Да, Давид Самойлович, о Толиной статье в «Новом мире»[564]. Она заверстана была еще осенью и полгода пробивала цензуру; лишь за две недели до выхода номера редакция заявила, что «берет на свою полную ответственность», и дело решилось. Сначала я ведь давал туда книгу о Блоке[565], думал, если не возьмут, то из-за большого объема, и был обескуражен отказом — «старо, об этом уже написано новей и острей». Мне не попадалось, но мало ли. Читатель я не запойный. В общем, не нашелся я, что ответить. Сейчас прочел новомирскую статью Коржавина[566] и, кажется, поднаторел в новизне. Отказ стал понятней. Для Коржавина Блок — это бельканто, а вообще-то певец Чека и революционных безобразий.
В журнале очень славный народ, стойкий, дружный и самоотверженный, искренне ими восхищаюсь. Одна загвоздка. Новый мир — он новый в том (средневековом) смысле, что христианский. Дух древнего благочестия в нем жив и густеет. Кэ фэр?[567] Креститься поздно, я стал легко простужаться. И вообще упорство во грехе ставлю выше. Чем даже самый грех.
В западном журнале (кажется, в Германии) публикация памяти Якобсона и отрывки из его дневников 74—78-го года. Я видел перепечатку у Толиных учеников. Одна из последних записей (привожу по памяти): «Я Господа Бога не знаю, не ведаю, и ему бы, благодетелю, про меня забыть — не казнить, не жаловать. Обойти бы его как-нибудь стороной. Он сам по себе. Я сам по себе. Так бы всего душевнее»[568].
Еще упомянутые ученики сказали, что у Вас должен выйти двухтомник, с прозой. Загодя радуюсь и поздравляю!

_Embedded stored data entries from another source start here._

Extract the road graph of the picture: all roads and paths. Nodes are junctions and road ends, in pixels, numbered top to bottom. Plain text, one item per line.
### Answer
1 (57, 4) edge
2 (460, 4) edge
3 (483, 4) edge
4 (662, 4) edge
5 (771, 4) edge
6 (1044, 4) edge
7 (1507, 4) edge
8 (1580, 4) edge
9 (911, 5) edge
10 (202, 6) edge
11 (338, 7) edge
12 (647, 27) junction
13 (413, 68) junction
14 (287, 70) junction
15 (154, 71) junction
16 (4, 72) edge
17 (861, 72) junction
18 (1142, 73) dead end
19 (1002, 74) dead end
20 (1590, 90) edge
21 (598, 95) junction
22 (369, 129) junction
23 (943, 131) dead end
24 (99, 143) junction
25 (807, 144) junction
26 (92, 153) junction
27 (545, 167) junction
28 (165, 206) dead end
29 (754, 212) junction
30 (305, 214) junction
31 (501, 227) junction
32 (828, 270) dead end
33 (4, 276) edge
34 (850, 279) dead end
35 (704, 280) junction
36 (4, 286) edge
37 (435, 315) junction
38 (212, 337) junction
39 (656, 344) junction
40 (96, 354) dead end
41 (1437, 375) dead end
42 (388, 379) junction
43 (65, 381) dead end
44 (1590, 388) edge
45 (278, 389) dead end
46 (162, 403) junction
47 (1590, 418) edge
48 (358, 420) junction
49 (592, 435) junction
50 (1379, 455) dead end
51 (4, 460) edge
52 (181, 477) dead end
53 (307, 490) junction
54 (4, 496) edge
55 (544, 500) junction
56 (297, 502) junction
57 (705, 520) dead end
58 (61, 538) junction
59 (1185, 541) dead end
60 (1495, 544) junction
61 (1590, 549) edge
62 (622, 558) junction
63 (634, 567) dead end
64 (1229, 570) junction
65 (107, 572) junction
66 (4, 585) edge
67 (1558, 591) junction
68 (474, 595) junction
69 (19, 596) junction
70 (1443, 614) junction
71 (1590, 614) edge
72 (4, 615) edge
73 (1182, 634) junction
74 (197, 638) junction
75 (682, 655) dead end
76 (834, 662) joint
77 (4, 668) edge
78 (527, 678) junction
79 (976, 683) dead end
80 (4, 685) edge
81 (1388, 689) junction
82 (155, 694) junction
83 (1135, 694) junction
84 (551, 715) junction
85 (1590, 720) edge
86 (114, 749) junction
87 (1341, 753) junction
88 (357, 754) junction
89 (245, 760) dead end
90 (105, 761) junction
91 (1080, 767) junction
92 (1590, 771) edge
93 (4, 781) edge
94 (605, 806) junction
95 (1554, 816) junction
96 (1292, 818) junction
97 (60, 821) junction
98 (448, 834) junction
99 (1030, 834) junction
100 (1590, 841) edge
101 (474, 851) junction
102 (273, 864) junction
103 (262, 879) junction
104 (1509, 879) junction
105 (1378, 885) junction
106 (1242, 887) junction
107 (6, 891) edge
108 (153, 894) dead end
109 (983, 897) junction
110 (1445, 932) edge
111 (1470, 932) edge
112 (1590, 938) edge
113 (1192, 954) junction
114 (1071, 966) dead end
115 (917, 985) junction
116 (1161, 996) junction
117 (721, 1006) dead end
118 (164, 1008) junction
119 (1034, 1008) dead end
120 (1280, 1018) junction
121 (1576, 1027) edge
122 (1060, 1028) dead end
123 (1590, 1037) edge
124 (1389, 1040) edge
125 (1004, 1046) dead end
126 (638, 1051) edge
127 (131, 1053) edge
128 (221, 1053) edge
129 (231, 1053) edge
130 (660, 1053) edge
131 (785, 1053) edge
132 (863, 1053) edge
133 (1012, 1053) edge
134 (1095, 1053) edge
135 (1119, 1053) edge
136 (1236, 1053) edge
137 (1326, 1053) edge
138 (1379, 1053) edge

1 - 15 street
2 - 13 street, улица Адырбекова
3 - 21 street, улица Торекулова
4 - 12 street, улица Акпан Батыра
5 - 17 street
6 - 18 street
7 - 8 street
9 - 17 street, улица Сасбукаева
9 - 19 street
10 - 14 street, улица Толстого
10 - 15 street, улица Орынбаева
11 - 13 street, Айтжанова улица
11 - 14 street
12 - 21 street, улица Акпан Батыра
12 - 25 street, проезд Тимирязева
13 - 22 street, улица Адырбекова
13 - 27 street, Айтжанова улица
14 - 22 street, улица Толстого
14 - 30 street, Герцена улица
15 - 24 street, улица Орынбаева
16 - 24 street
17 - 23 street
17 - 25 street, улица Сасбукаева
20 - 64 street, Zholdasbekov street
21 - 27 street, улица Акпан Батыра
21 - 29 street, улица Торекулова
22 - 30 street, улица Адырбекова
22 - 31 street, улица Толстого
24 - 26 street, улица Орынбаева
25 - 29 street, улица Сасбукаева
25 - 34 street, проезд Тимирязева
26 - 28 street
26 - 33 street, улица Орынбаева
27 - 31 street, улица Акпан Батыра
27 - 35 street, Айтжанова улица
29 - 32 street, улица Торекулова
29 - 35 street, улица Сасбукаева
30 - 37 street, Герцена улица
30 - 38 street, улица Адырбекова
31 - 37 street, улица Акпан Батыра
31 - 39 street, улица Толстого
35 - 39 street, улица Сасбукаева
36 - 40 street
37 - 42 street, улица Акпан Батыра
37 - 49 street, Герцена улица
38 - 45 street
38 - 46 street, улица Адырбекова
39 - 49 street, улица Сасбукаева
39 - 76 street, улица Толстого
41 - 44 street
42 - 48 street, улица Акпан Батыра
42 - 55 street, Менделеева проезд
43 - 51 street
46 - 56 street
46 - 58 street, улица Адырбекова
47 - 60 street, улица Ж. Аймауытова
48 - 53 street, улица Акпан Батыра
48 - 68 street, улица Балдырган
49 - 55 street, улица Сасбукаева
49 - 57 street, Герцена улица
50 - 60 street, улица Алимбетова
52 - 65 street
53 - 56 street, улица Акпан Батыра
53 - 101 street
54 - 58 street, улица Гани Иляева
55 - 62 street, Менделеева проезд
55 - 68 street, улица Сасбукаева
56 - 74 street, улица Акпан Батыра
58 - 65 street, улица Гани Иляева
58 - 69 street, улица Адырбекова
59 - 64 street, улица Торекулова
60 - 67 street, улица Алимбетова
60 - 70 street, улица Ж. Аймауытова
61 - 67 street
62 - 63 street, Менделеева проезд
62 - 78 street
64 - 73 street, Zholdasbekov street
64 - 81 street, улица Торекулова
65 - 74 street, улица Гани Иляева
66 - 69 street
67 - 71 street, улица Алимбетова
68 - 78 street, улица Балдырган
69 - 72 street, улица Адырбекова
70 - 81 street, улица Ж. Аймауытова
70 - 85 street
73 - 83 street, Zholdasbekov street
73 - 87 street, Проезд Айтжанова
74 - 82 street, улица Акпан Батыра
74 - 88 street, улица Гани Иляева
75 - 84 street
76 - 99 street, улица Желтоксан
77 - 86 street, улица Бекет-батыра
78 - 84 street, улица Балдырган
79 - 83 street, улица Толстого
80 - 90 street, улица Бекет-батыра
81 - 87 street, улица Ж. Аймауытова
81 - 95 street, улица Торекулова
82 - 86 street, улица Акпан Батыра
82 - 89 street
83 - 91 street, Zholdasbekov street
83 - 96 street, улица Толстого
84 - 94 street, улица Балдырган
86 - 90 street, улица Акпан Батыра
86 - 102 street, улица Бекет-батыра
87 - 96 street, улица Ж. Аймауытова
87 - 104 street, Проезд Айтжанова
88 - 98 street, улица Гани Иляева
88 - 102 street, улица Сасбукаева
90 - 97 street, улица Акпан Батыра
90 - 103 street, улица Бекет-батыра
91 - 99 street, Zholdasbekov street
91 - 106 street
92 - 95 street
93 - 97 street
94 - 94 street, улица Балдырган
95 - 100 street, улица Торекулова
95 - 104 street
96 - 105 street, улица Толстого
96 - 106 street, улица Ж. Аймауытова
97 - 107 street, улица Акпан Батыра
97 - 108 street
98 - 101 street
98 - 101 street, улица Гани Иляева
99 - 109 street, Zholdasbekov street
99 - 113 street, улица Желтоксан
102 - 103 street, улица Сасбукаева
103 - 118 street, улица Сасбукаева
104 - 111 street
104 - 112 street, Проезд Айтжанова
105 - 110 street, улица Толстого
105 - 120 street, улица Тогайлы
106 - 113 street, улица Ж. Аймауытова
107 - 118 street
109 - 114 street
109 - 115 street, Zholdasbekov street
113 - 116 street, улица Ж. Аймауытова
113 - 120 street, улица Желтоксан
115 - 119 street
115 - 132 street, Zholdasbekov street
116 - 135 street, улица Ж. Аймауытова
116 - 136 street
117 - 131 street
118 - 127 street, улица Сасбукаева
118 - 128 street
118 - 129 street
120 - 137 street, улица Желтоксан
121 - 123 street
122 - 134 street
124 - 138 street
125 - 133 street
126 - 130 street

Крепко целую, Вас и Галю! Наташа тоже. Не болейте. Не сердитесь. Напишите.
Пожизненно Ваш
P. S. Подобно Вам и Лидии Корнеевне (куда конь с копытом) я лечился у Федорова (главного хирурга). Сначала собирались оперировать, но накануне взрезания отправили восвояси. Ни тому ни другому я не противился. В общем, получилось по Зощенко — попал в плен к зеленым, сперва хотели на костре сжечь, а потом дали по зубам и велели убираться. А я уж было думал бросить переводы и поступать в мореходку.